From the records that follow, copy every line that contains the word "Rubén".

<<<<

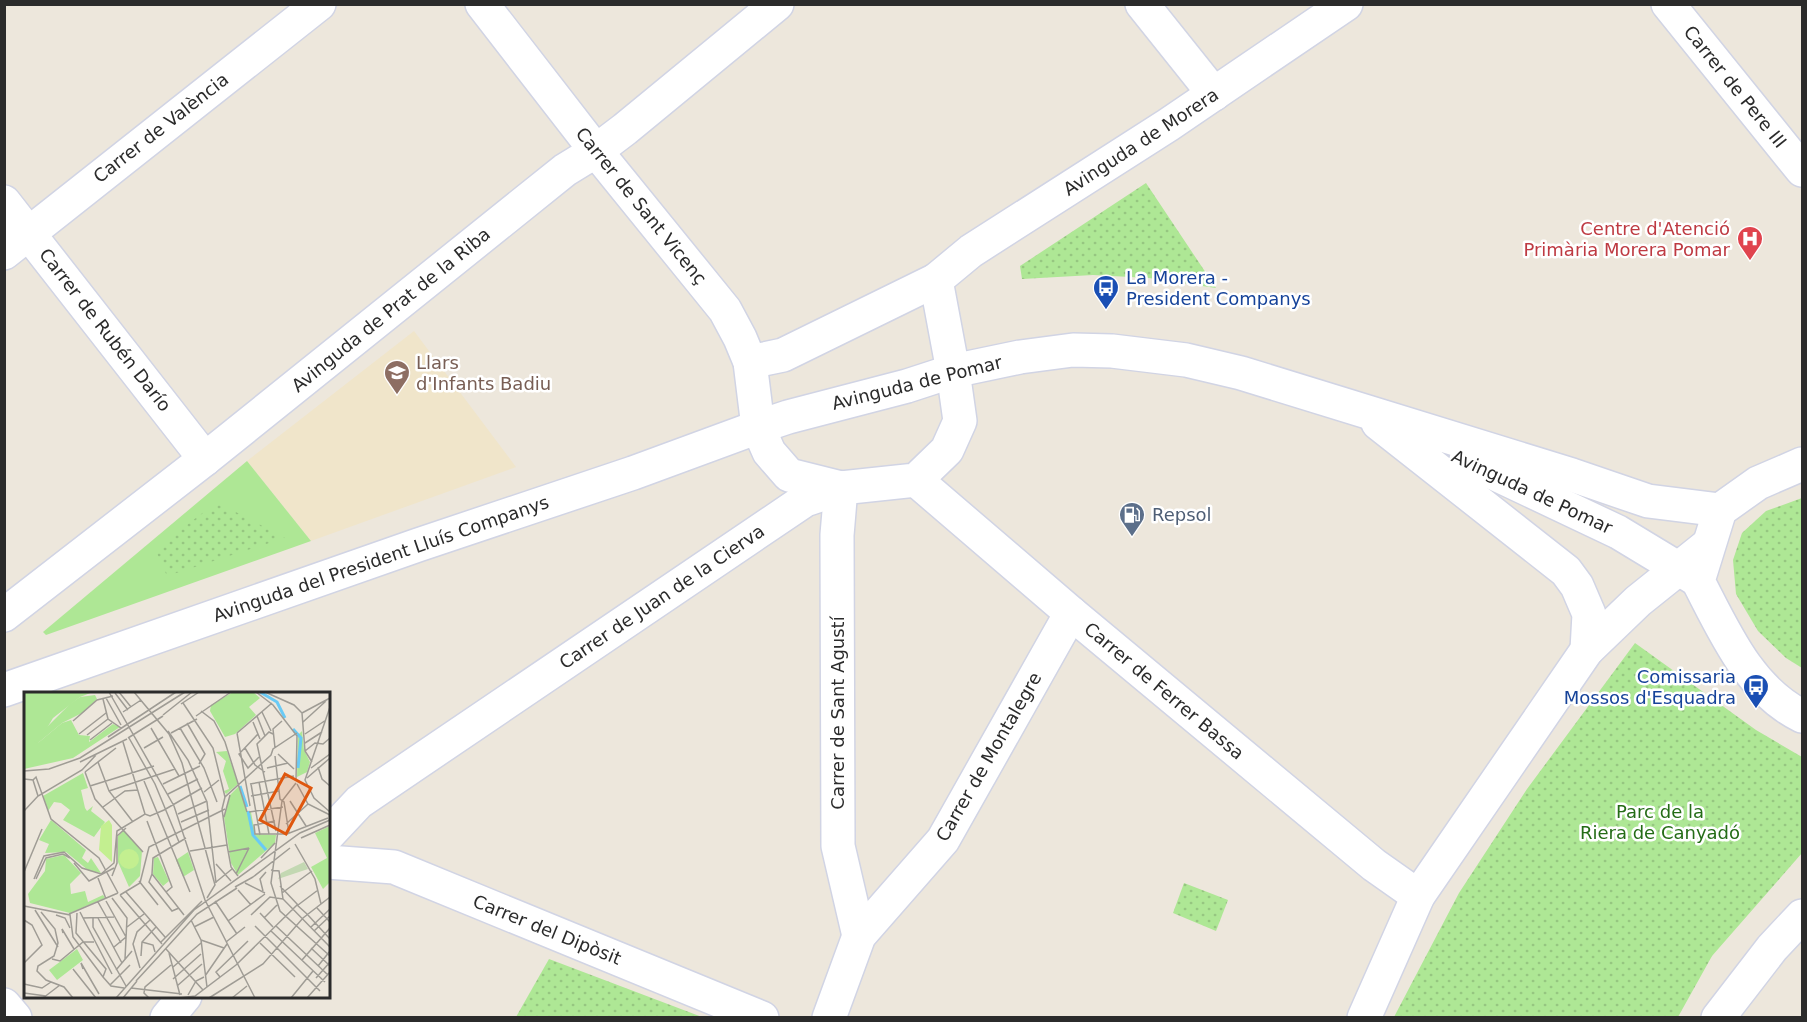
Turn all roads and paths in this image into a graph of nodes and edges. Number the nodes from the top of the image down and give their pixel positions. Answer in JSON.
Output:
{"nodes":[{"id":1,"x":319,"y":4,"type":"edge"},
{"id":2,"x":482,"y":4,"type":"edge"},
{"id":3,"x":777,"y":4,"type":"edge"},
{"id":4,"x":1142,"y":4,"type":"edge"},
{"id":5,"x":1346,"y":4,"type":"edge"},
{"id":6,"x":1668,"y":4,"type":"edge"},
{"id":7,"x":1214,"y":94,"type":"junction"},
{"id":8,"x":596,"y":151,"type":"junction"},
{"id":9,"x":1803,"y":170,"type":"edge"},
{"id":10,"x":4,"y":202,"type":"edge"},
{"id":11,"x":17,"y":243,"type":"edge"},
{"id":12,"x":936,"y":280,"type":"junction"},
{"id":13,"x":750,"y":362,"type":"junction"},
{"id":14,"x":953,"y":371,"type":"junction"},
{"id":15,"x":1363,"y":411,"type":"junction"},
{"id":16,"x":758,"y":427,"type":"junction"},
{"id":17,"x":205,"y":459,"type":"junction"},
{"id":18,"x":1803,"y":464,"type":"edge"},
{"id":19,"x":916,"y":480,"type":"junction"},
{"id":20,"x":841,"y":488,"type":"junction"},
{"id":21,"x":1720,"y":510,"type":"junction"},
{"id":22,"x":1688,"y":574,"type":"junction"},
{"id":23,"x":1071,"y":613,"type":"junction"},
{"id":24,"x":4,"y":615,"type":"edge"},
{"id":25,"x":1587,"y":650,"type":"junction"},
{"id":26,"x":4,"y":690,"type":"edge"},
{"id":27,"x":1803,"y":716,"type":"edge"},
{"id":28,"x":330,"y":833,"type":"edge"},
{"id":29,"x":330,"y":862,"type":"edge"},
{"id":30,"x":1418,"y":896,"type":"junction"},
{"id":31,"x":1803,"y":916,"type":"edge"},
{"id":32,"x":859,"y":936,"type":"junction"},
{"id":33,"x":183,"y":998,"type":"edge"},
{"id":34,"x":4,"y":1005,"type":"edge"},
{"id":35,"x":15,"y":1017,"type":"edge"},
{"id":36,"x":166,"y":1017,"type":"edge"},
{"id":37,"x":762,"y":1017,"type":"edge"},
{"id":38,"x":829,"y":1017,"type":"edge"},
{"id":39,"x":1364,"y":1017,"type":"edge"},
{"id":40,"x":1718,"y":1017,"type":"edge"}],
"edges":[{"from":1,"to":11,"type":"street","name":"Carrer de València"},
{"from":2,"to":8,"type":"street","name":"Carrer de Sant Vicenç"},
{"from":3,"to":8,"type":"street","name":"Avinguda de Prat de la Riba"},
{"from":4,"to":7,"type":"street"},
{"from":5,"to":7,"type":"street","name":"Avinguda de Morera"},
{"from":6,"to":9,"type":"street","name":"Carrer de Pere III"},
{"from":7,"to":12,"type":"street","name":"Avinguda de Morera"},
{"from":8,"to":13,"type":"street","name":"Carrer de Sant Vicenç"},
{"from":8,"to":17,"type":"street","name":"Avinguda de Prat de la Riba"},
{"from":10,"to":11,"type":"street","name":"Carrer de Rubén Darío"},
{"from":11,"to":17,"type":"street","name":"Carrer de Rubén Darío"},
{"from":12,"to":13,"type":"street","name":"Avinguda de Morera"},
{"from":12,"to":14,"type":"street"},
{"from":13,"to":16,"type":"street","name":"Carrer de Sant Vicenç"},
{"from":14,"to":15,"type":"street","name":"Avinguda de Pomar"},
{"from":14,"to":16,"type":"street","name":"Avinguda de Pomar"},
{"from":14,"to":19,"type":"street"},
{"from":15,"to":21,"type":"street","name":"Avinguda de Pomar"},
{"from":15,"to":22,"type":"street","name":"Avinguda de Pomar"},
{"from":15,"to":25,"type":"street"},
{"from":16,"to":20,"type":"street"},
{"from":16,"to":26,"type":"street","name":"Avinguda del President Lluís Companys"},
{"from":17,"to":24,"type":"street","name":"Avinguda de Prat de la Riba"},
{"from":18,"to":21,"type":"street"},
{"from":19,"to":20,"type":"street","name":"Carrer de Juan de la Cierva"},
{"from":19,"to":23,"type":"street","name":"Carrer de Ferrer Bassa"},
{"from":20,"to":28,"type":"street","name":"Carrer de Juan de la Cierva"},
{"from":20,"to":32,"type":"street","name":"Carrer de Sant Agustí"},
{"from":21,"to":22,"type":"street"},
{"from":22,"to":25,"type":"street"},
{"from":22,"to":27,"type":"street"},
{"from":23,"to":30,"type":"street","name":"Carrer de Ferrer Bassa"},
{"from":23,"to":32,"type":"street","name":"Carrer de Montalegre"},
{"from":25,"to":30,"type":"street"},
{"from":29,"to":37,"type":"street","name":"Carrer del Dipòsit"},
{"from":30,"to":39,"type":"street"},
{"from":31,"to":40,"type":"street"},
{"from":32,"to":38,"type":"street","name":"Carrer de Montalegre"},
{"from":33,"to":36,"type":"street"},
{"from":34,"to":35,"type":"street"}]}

>>>>

▸ **Answer to the problem**:
{"from":10,"to":11,"type":"street","name":"Carrer de Rubén Darío"},
{"from":11,"to":17,"type":"street","name":"Carrer de Rubén Darío"},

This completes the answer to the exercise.